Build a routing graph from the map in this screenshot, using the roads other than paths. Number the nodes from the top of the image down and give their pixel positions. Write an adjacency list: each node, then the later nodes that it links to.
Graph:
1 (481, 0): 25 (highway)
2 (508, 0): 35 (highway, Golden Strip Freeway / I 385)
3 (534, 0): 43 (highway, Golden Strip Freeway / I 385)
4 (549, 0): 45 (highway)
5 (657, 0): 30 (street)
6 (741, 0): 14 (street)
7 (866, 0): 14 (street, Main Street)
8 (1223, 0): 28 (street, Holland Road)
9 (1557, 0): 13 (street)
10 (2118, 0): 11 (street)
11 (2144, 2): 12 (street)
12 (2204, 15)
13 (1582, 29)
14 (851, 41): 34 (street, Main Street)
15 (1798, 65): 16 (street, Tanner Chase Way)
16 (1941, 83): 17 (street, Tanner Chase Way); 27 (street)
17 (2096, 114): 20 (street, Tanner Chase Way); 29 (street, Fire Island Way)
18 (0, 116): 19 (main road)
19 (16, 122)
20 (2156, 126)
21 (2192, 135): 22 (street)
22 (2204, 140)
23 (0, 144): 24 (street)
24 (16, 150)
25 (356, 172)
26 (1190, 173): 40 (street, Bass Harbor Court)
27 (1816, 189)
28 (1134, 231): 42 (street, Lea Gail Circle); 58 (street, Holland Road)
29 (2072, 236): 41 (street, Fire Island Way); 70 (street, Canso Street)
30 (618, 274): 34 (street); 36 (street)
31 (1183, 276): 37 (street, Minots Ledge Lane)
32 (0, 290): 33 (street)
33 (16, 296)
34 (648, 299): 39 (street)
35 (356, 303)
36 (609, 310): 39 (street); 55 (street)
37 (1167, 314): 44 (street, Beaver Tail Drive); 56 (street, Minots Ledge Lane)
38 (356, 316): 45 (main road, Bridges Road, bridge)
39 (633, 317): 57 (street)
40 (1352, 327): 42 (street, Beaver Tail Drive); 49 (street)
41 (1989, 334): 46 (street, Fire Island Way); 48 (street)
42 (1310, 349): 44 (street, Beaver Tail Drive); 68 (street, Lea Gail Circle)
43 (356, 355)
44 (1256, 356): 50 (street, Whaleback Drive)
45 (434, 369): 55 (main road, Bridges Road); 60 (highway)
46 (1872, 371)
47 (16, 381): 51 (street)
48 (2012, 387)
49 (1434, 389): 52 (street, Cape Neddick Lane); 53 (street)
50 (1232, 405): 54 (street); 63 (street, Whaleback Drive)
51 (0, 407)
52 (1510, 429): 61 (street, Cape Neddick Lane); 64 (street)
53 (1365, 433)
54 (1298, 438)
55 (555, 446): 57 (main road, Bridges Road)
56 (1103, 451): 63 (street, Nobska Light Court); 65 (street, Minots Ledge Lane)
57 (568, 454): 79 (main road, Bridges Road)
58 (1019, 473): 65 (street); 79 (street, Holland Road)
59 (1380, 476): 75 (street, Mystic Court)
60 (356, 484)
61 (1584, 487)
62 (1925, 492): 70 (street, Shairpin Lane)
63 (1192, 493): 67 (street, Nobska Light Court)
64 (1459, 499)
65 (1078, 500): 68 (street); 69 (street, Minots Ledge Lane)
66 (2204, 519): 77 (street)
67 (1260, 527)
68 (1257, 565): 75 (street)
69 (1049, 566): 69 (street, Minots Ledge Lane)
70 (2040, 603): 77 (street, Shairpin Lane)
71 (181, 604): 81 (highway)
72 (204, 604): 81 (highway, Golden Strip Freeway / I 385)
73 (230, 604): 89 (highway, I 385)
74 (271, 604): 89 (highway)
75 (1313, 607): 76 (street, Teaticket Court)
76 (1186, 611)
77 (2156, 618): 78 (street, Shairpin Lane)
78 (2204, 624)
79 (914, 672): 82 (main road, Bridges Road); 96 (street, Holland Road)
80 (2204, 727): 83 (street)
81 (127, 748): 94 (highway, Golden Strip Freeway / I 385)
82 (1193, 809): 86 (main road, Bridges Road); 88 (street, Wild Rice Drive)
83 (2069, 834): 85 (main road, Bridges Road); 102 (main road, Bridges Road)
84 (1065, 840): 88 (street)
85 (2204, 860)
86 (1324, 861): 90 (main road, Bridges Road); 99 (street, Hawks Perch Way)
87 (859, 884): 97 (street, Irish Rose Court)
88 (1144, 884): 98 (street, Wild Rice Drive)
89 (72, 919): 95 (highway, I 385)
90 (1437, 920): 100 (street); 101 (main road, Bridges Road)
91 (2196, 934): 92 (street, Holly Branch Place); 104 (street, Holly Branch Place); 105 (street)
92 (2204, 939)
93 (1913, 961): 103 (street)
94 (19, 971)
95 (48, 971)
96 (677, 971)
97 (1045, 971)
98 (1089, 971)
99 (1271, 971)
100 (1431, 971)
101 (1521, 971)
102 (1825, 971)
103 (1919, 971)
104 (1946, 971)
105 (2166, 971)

What is being asked
The records above need to be retyped in full, exactly as they stand.

Written reply
Build a routing graph from the map in this screenshot, using the roads other than paths. Number the nodes from the top of the image down and give their pixel positions. Write an adjacency list: each node, then the later nodes that it links to.
Graph:
1 (481, 0): 25 (highway)
2 (508, 0): 35 (highway, Golden Strip Freeway / I 385)
3 (534, 0): 43 (highway, Golden Strip Freeway / I 385)
4 (549, 0): 45 (highway)
5 (657, 0): 30 (street)
6 (741, 0): 14 (street)
7 (866, 0): 14 (street, Main Street)
8 (1223, 0): 28 (street, Holland Road)
9 (1557, 0): 13 (street)
10 (2118, 0): 11 (street)
11 (2144, 2): 12 (street)
12 (2204, 15)
13 (1582, 29)
14 (851, 41): 34 (street, Main Street)
15 (1798, 65): 16 (street, Tanner Chase Way)
16 (1941, 83): 17 (street, Tanner Chase Way); 27 (street)
17 (2096, 114): 20 (street, Tanner Chase Way); 29 (street, Fire Island Way)
18 (0, 116): 19 (main road)
19 (16, 122)
20 (2156, 126)
21 (2192, 135): 22 (street)
22 (2204, 140)
23 (0, 144): 24 (street)
24 (16, 150)
25 (356, 172)
26 (1190, 173): 40 (street, Bass Harbor Court)
27 (1816, 189)
28 (1134, 231): 42 (street, Lea Gail Circle); 58 (street, Holland Road)
29 (2072, 236): 41 (street, Fire Island Way); 70 (street, Canso Street)
30 (618, 274): 34 (street); 36 (street)
31 (1183, 276): 37 (street, Minots Ledge Lane)
32 (0, 290): 33 (street)
33 (16, 296)
34 (648, 299): 39 (street)
35 (356, 303)
36 (609, 310): 39 (street); 55 (street)
37 (1167, 314): 44 (street, Beaver Tail Drive); 56 (street, Minots Ledge Lane)
38 (356, 316): 45 (main road, Bridges Road, bridge)
39 (633, 317): 57 (street)
40 (1352, 327): 42 (street, Beaver Tail Drive); 49 (street)
41 (1989, 334): 46 (street, Fire Island Way); 48 (street)
42 (1310, 349): 44 (street, Beaver Tail Drive); 68 (street, Lea Gail Circle)
43 (356, 355)
44 (1256, 356): 50 (street, Whaleback Drive)
45 (434, 369): 55 (main road, Bridges Road); 60 (highway)
46 (1872, 371)
47 (16, 381): 51 (street)
48 (2012, 387)
49 (1434, 389): 52 (street, Cape Neddick Lane); 53 (street)
50 (1232, 405): 54 (street); 63 (street, Whaleback Drive)
51 (0, 407)
52 (1510, 429): 61 (street, Cape Neddick Lane); 64 (street)
53 (1365, 433)
54 (1298, 438)
55 (555, 446): 57 (main road, Bridges Road)
56 (1103, 451): 63 (street, Nobska Light Court); 65 (street, Minots Ledge Lane)
57 (568, 454): 79 (main road, Bridges Road)
58 (1019, 473): 65 (street); 79 (street, Holland Road)
59 (1380, 476): 75 (street, Mystic Court)
60 (356, 484)
61 (1584, 487)
62 (1925, 492): 70 (street, Shairpin Lane)
63 (1192, 493): 67 (street, Nobska Light Court)
64 (1459, 499)
65 (1078, 500): 68 (street); 69 (street, Minots Ledge Lane)
66 (2204, 519): 77 (street)
67 (1260, 527)
68 (1257, 565): 75 (street)
69 (1049, 566): 69 (street, Minots Ledge Lane)
70 (2040, 603): 77 (street, Shairpin Lane)
71 (181, 604): 81 (highway)
72 (204, 604): 81 (highway, Golden Strip Freeway / I 385)
73 (230, 604): 89 (highway, I 385)
74 (271, 604): 89 (highway)
75 (1313, 607): 76 (street, Teaticket Court)
76 (1186, 611)
77 (2156, 618): 78 (street, Shairpin Lane)
78 (2204, 624)
79 (914, 672): 82 (main road, Bridges Road); 96 (street, Holland Road)
80 (2204, 727): 83 (street)
81 (127, 748): 94 (highway, Golden Strip Freeway / I 385)
82 (1193, 809): 86 (main road, Bridges Road); 88 (street, Wild Rice Drive)
83 (2069, 834): 85 (main road, Bridges Road); 102 (main road, Bridges Road)
84 (1065, 840): 88 (street)
85 (2204, 860)
86 (1324, 861): 90 (main road, Bridges Road); 99 (street, Hawks Perch Way)
87 (859, 884): 97 (street, Irish Rose Court)
88 (1144, 884): 98 (street, Wild Rice Drive)
89 (72, 919): 95 (highway, I 385)
90 (1437, 920): 100 (street); 101 (main road, Bridges Road)
91 (2196, 934): 92 (street, Holly Branch Place); 104 (street, Holly Branch Place); 105 (street)
92 (2204, 939)
93 (1913, 961): 103 (street)
94 (19, 971)
95 (48, 971)
96 (677, 971)
97 (1045, 971)
98 (1089, 971)
99 (1271, 971)
100 (1431, 971)
101 (1521, 971)
102 (1825, 971)
103 (1919, 971)
104 (1946, 971)
105 (2166, 971)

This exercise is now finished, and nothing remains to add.